La lista sería interminable, pero es evidente que si bien en Cuba se ejerce la omnipresente censura del Gobierno, sobre la prensa de regiones como Miami se ejerce la censura de las masas, lo que Ortega y Gasset llamara el "derecho a la vulgaridad", aquella que pisotea la reflexión desde los apetitos. Todo en una ciudad donde se arremete contra Pablo Milanés mientras en la Feria del Libro de Miami la editorial Pathfinder vende libros a favor de la libertad de los cinco espías.
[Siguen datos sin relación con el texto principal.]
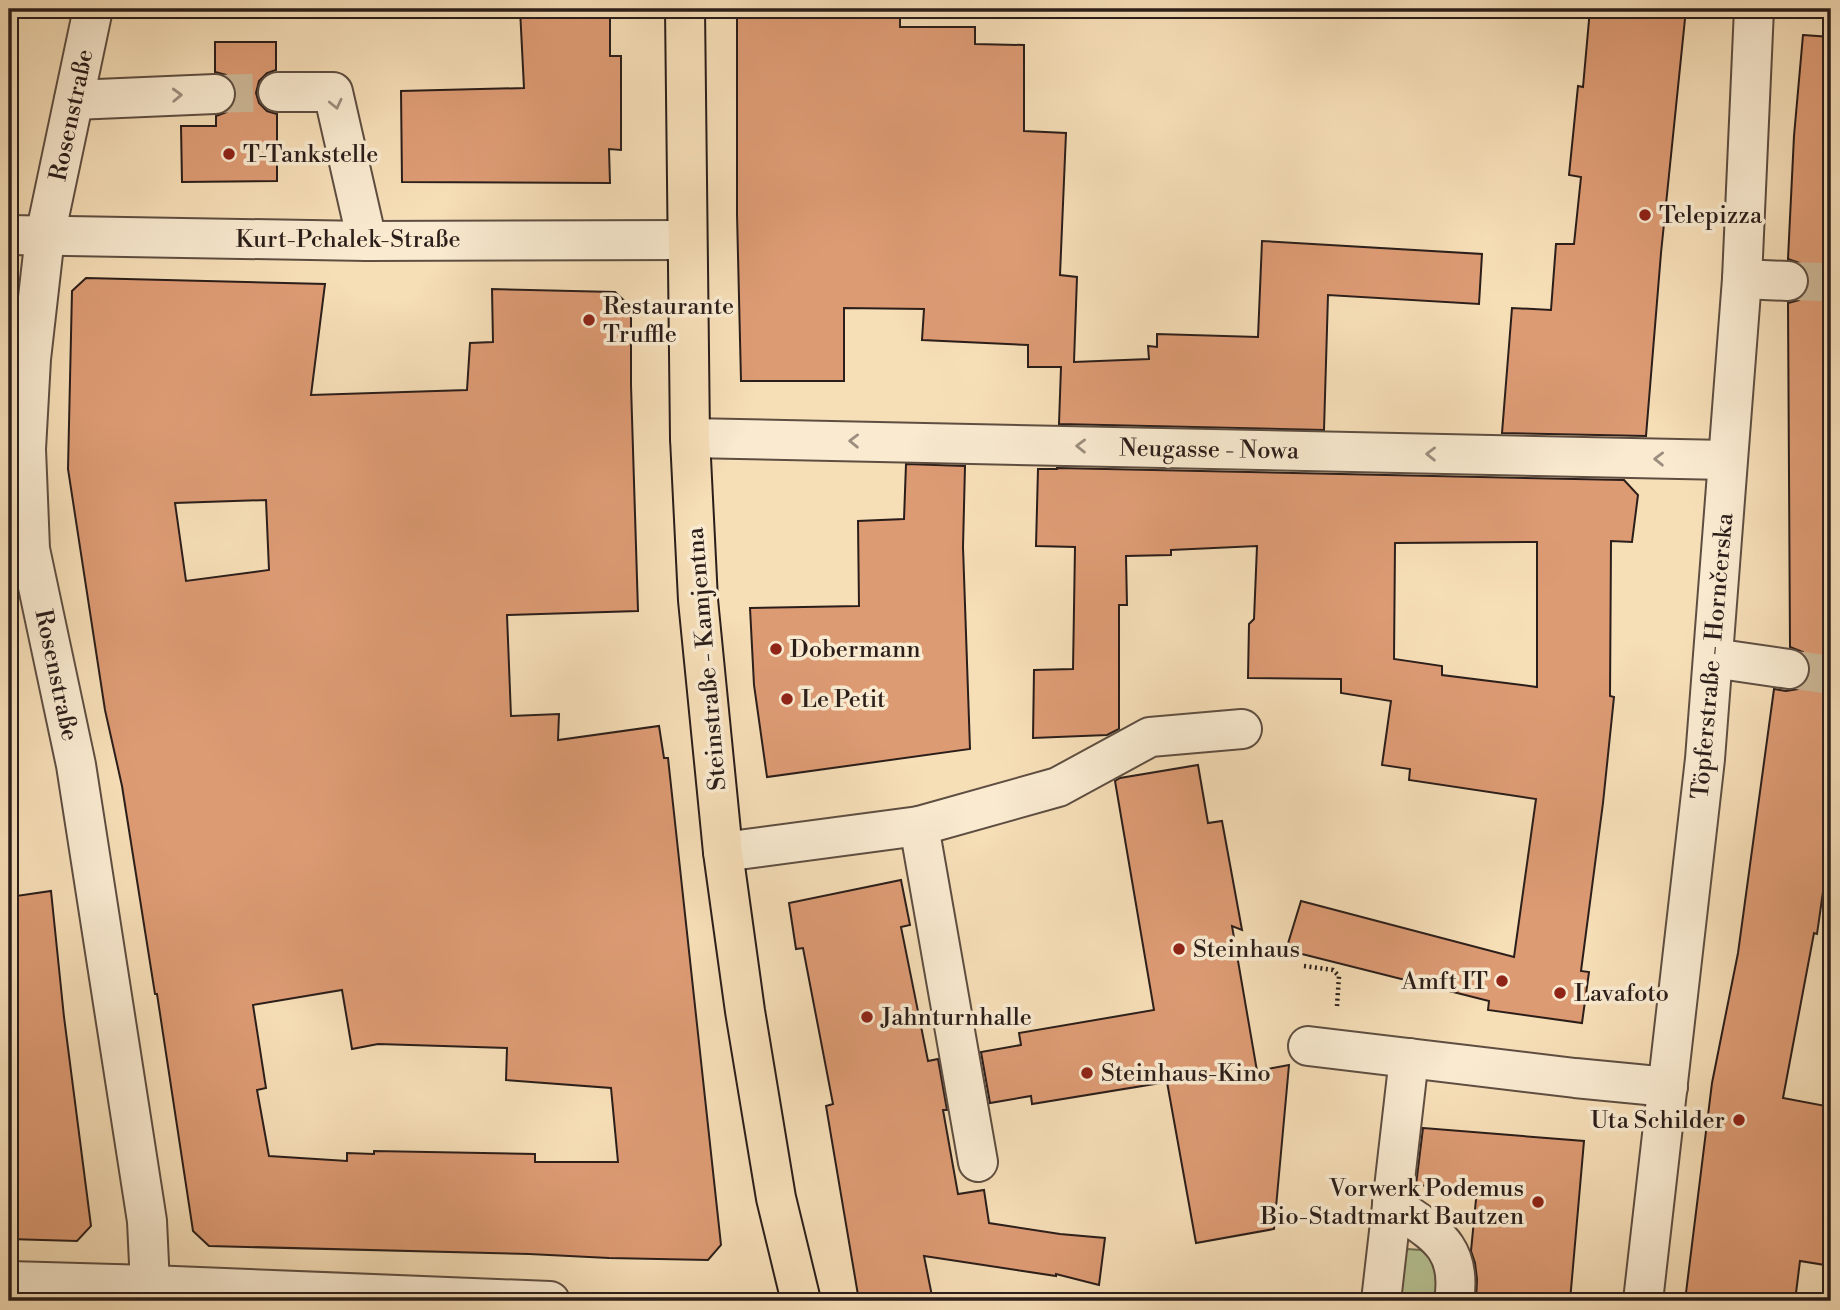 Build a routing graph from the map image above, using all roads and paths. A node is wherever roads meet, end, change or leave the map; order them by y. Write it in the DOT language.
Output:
graph roads {
  1 [pos="93,9"];
  2 [pos="685,9"];
  3 [pos="1754,9"];
  4 [pos="278,92"];
  5 [pos="215,94"];
  6 [pos="74,100"];
  7 [pos="27,235"];
  8 [pos="687,240"];
  9 [pos="367,241"];
  10 [pos="1742,279"];
  11 [pos="1788,281"];
  12 [pos="690,438"];
  13 [pos="1727,460"];
  14 [pos="1713,658"];
  15 [pos="1789,669"];
  16 [pos="1242,729"];
  17 [pos="919,826"];
  18 [pos="723,852"];
  19 [pos="1304,967"];
  20 [pos="1338,996"];
  21 [pos="1308,1046"];
  22 [pos="1409,1058"];
  23 [pos="1668,1087"];
  24 [pos="978,1162"];
  25 [pos="1392,1204"];
  26 [pos="9,1281"];
  27 [pos="150,1293"];
  28 [pos="550,1301"];
  29 [pos="801,1301"];
  30 [pos="1381,1301"];
  31 [pos="1454,1301"];
  32 [pos="1643,1301"];
  1 -- 6 [label="street, Rosenstraße"];
  2 -- 8 [label="main road, Steinstraße - Kamjentna"];
  3 -- 10 [label="street, Töpferstraße - Hornčerska"];
  4 -- 9 [label="street, one-way"];
  6 -- 5 [label="street, one-way"];
  6 -- 7 [label="street, Rosenstraße"];
  7 -- 9 [label="street, Kurt-Pchalek-Straße"];
  7 -- 27 [label="street, Rosenstraße"];
  8 -- 9 [label="street, Kurt-Pchalek-Straße"];
  8 -- 12 [label="main road, Steinstraße - Kamjentna"];
  10 -- 11 [label="street"];
  10 -- 13 [label="street, Töpferstraße - Hornčerska"];
  13 -- 12 [label="street, Neugasse - Nowa, one-way"];
  12 -- 18 [label="main road, Steinstraße - Kamjentna"];
  13 -- 14 [label="street, Töpferstraße - Hornčerska"];
  14 -- 15 [label="street"];
  14 -- 23 [label="street, Töpferstraße - Hornčerska"];
  16 -- 17 [label="street"];
  17 -- 18 [label="street"];
  17 -- 24 [label="street"];
  18 -- 29 [label="main road, Steinstraße - Kamjentna"];
  19 -- 20 [label="path"];
  21 -- 22 [label="street"];
  22 -- 23 [label="street"];
  22 -- 25 [label="street"];
  23 -- 32 [label="street, Töpferstraße - Hornčerska"];
  25 -- 30 [label="street"];
  25 -- 31 [label="street"];
  26 -- 27 [label="street"];
  27 -- 28 [label="street"];
} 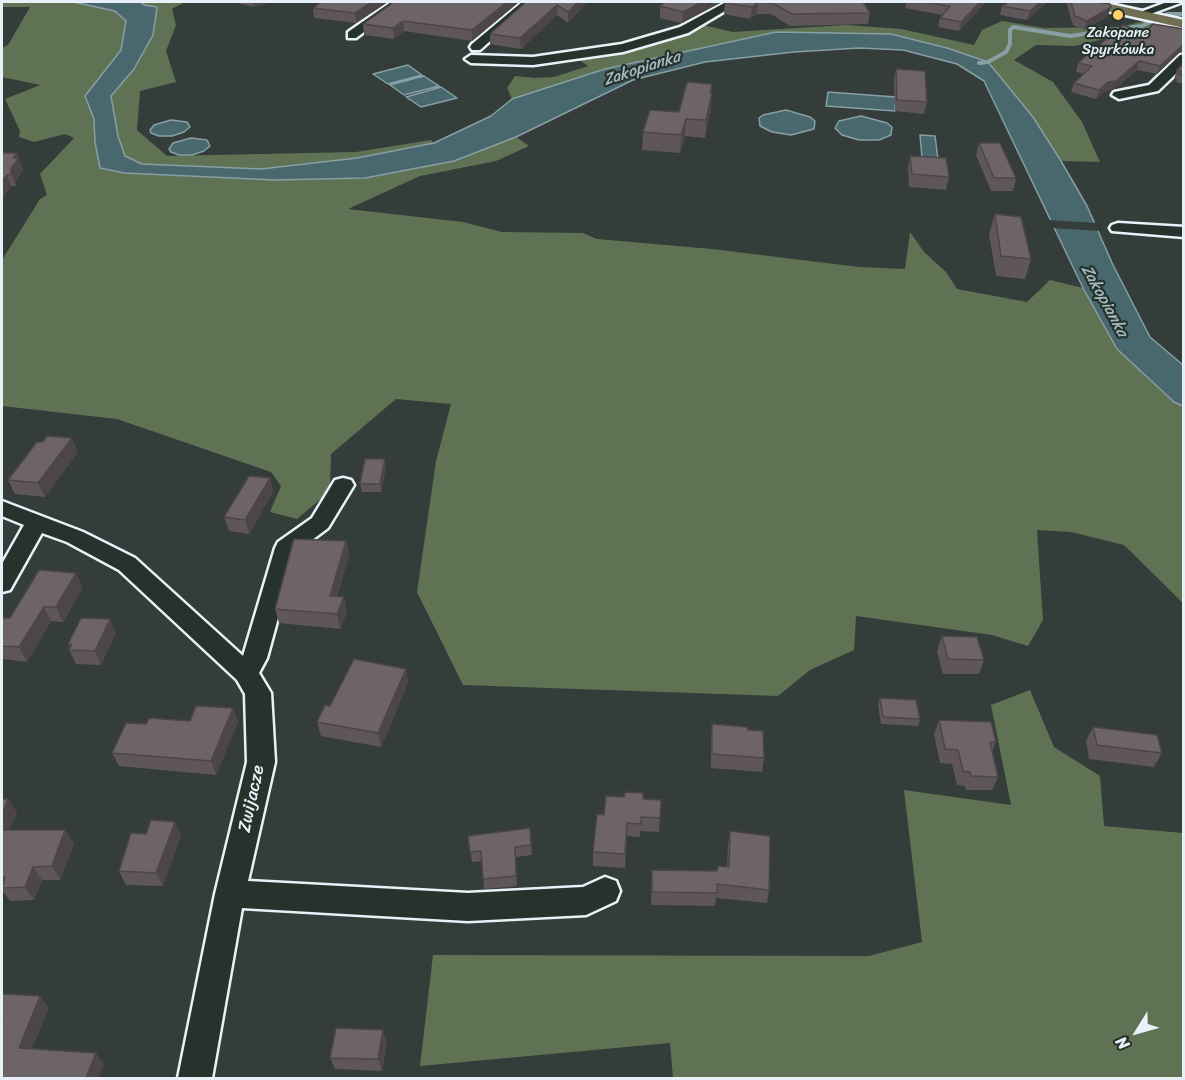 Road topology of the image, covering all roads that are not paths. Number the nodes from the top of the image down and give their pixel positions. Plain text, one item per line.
1 (398, 2) edge
2 (528, 2) edge
3 (734, 2) edge
4 (1085, 2) edge
5 (1177, 2) edge
6 (1150, 8) edge
7 (1184, 24) edge
8 (352, 35) dead end
9 (1184, 58) edge
10 (1119, 95) dead end
11 (1119, 228) dead end
12 (1184, 232) edge
13 (343, 485) dead end
14 (2, 508) edge
15 (37, 522) junction
16 (2, 584) edge
17 (246, 673) junction
18 (605, 891) dead end
19 (230, 894) junction
20 (195, 1078) edge

1 - 8 lane
2 - 3 lane
4 - 6 main road
5 - 6 lane
6 - 7 main road
9 - 10 lane
11 - 12 lane
13 - 17 lane
14 - 15 lane, Zwijacze
15 - 16 lane
15 - 17 lane, Zwijacze
17 - 19 lane, Zwijacze
18 - 19 lane
19 - 20 lane, Zwijacze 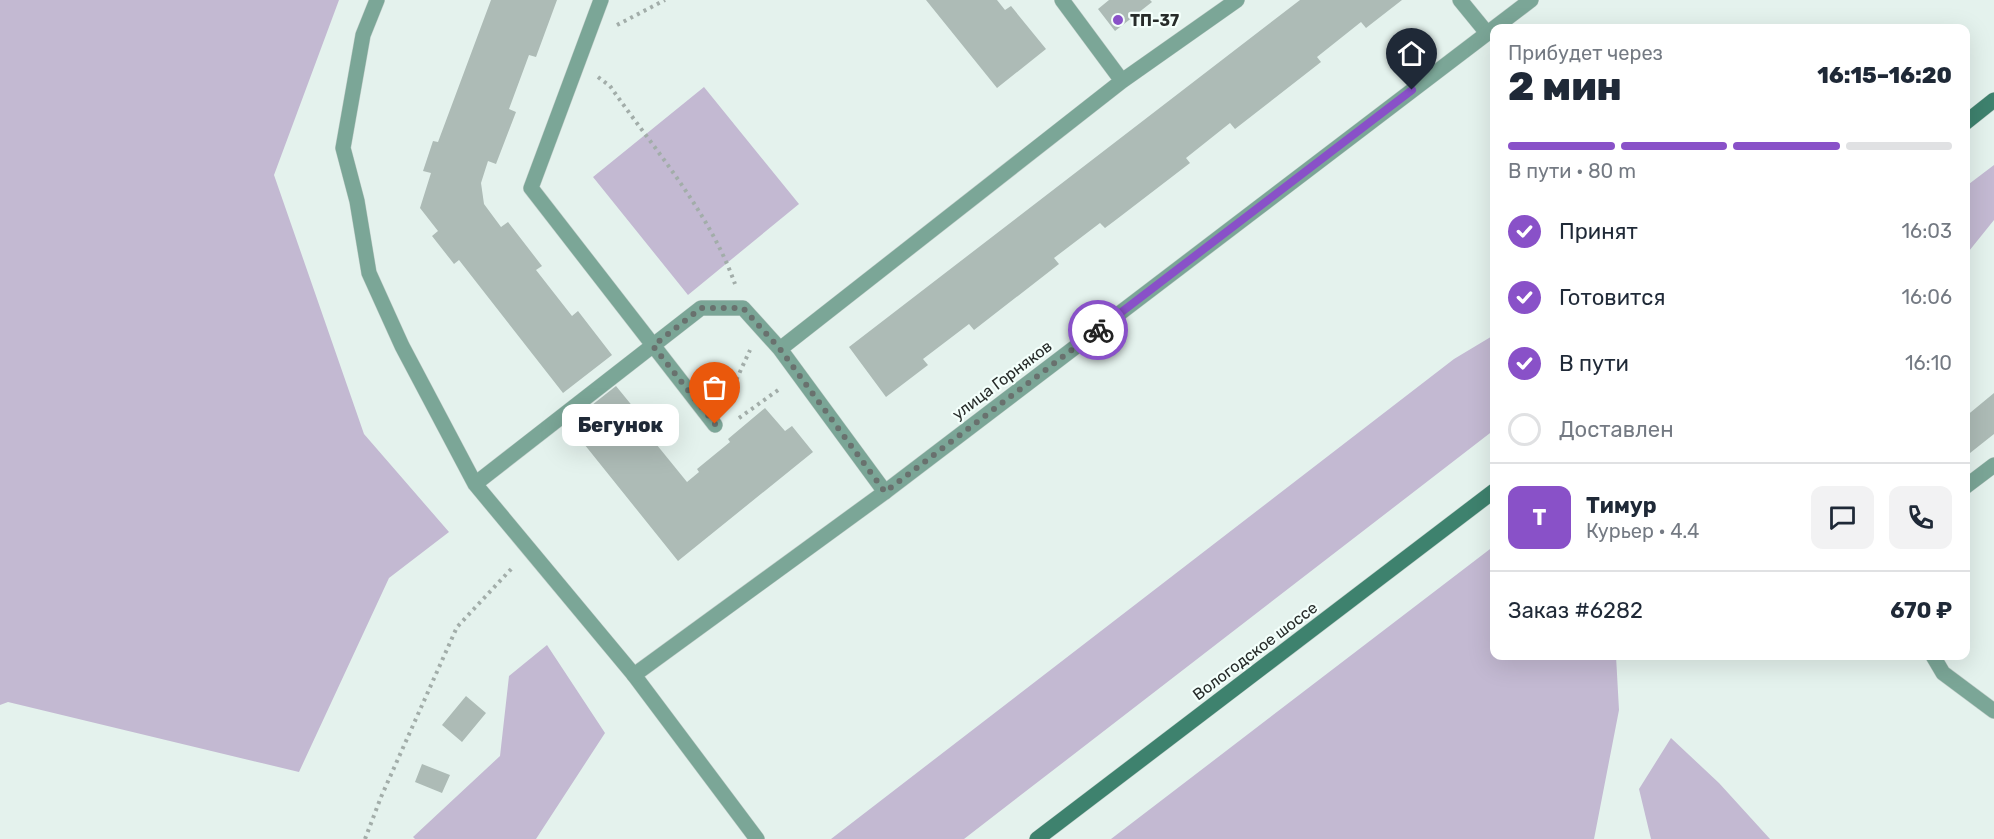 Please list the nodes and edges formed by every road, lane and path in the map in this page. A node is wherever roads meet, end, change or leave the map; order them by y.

Así de confuso es el mundo en esta segunda década de la vida de mi exalumna.

Quizás entonces mi exestudiante prefiera terminar su carrera de Periodismo en La Habana y, cuando se gradué, trabajar en Juventud Rebelde.

Quizás también opte por una generosa beca de las que universidades extranjeras ofrecen a estudiantes cubanos y a la que en el exilio no podría aspirar (vivir en el subdesarrollo o bajo el socialismo tropical tiene algunas ventajas), trabajar temporalmente en el extranjero y regresar a Cuba sin impedimento, cambiar el francés que aprendió por el inglés.

Mientras escribo esto, recuerdo como Jorge Ramos recientemente se refería a que, gracias a la Ley de Arizona y otras similares, por primera vez los mexicanos están renunciando a la vieja huida al Norte.

También allí hubo una revolución, nacionalizadora y de partido único. Y es que entonces comprendo que para las nuevas generaciones Fidel Castro y los demás fósiles vivientes (supervivientes de un mundo ya desaparecido) que lograron el hundimiento de la República, son quizás ya un vago recuerdo que se irá extinguiendo.